Dyr726, a brain-penetrant inhibitor of PI3Kα, Type III receptor tyrosine kinases, and WNT signaling

  • bioRxiv. 2025 Mar 29:2025.03.26.645490. doi: 10.1101/2025.03.26.645490.
Vasudha Tandon 1 Alessandra Fistrovich 2 3 Joaquina Nogales 1 Febe Ferro 1 Samantha N Rokey 2 3 Carly Cabel 4 Amy Dunne Miller 1 Mary Yagel 4 Christina Duncan 5 Aditi Atmasidha 1 Ira Sharma 1 Gerrit Wilms 6 Karin Williams 7 Richard Elliott 8 Timothy Chavez 2 Yeng Shaw 2 Aidan McMahon 2 Sean Ginn 2 L Emilia Basantes 2 Nathan Bedard 2 Vijay Gokhale 3 Nathan Ellis 4 Alan R Prescott 9 Stuart J Smith 10 Ruman Rahman 10 Walter Becker 6 Kevin D Read 5 Anthony J Chalmers 7 Neil Carragher 8 Glenn R Masson 1 William Montfort 2 Curtis Thorne 4 Christopher Hulme 2 3 Sourav Banerjee 1
Affiliations

Affiliations

  • 1 Division of Cancer Research, School of Medicine, University of Dundee, Dundee DD1 9SY, UK.

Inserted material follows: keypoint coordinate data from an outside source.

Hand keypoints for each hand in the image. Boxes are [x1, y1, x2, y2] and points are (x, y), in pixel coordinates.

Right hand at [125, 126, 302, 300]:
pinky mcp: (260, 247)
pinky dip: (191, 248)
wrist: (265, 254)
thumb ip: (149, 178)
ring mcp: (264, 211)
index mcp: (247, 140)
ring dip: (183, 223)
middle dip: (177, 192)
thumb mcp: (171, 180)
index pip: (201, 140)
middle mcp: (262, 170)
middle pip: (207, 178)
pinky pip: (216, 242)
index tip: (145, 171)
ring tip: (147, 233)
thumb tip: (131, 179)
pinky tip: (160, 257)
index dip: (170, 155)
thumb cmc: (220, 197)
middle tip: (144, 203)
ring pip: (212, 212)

  • 2 Department of Chemistry & Biochemistry, The University of Arizona, Tucson, AZ 85721, USA.
  • 3 Division of Drug Discovery Development, Department of Pharmacology & Toxicology, The College of Pharmacy, The University of Arizona, Tucson, AZ, 85721, USA.
  • 4 University of Arizona Cancer Center, Department of Cellular and Molecular Medicine, College of Medicine, The University of Arizona, Tucson, AZ, USA.

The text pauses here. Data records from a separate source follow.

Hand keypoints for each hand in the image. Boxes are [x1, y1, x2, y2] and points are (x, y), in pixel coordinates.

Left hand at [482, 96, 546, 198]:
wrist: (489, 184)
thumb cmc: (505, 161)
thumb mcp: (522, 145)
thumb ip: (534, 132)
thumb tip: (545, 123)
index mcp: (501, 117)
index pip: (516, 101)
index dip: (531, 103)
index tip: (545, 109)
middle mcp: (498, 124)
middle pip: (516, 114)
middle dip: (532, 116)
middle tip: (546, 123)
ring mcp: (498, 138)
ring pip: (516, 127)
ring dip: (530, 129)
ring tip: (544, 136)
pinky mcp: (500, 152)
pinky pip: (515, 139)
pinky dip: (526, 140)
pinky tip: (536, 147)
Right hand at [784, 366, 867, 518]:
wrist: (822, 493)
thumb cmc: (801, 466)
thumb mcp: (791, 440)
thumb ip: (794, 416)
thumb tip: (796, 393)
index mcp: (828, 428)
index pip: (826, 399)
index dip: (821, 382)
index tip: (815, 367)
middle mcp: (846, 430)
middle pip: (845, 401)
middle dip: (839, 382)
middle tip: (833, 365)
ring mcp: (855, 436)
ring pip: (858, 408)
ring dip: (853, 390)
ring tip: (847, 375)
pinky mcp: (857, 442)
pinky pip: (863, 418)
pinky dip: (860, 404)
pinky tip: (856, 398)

  • 5 Drug Discovery Unit, School of Life Sciences, University of Dundee, Dundee DD1 5EH, UK.
  • 6 Institute of Pharmacology and Toxicology, RWTH Aachen University, 52074 Aachen, Germany.
  • 7 School of Cancer Sciences, University of Glasgow, Glasgow G61 1QH, UK.

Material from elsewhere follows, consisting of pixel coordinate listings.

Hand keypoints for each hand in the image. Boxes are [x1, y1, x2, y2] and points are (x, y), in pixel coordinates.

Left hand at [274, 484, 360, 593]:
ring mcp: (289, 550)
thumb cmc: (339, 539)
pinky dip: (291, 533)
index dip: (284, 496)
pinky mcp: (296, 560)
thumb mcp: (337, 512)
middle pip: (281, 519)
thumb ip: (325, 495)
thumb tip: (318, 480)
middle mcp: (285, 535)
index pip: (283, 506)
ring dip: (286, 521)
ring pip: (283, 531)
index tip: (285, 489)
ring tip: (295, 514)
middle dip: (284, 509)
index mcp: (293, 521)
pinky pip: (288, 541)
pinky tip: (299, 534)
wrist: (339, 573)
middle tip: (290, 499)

  • 8 The Institute of Genetics and Cancer, University of Edinburgh, Edinburgh EH4 2XR, UK.
  • 9 Dundee Imaging Facility, School of Life Sciences, University of Dundee, Dundee DD1 5EH, UK.
  • 10 Children's Brain Tumour Research Centre, School of Medicine, University of Nottingham, Nottingham, NG7 2RD, UK.
Abstract

The vast majority of clinical small molecule multi-kinase inhibitors (mKI) report abject failures in targeting cancers with high stem cell contents like high-grade glioma and colorectal cancers. The FDA-approved mKIs to date ablate receptor tyrosine kinase signaling but do not target the paradoxical Wnt signaling which is a key survival driver for the self-renewing Cancer Stem Cells. The Wnt pathway enhances Cancer plasticity and triggers relapse of highly heterogenous tumours. Using de novo synthesis and structure-activity-relationship (SAR) studies with blood-brain-barrier (BBB) penetrant mKI scaffolds, we designed a highly potent and selective small molecule inhibitor of PI3Kα, PDGFR/KIT, and the Wnt pathway denoted Dyr726. Dyr726 is superior to clinical mKIs and inhibits PI3K-AKT-mTOR and WNT-pathway signaling at multiple nodes thereby impeding proliferation, invasion, and tumour growth. Phospho-proteomic, structural, and target engagement analyses, combined with in vitro, in vivo efficacy, and pharmacokinetic studies reveal that Dyr726 is a brain-penetrant small molecule which effectively reduces tumour volume and extends survival of murine orthotopic models. Our current work establishes a first-in-class brain penetrant small molecule mKI which simultaneously antagonize the PI3K-AKT-mTOR and Wnt pathways in preclinical Cancer stem cell cultures, adult and pediatric primary organoids, and orthotopic murine models with positive efficacy in combination with clinical standard of care.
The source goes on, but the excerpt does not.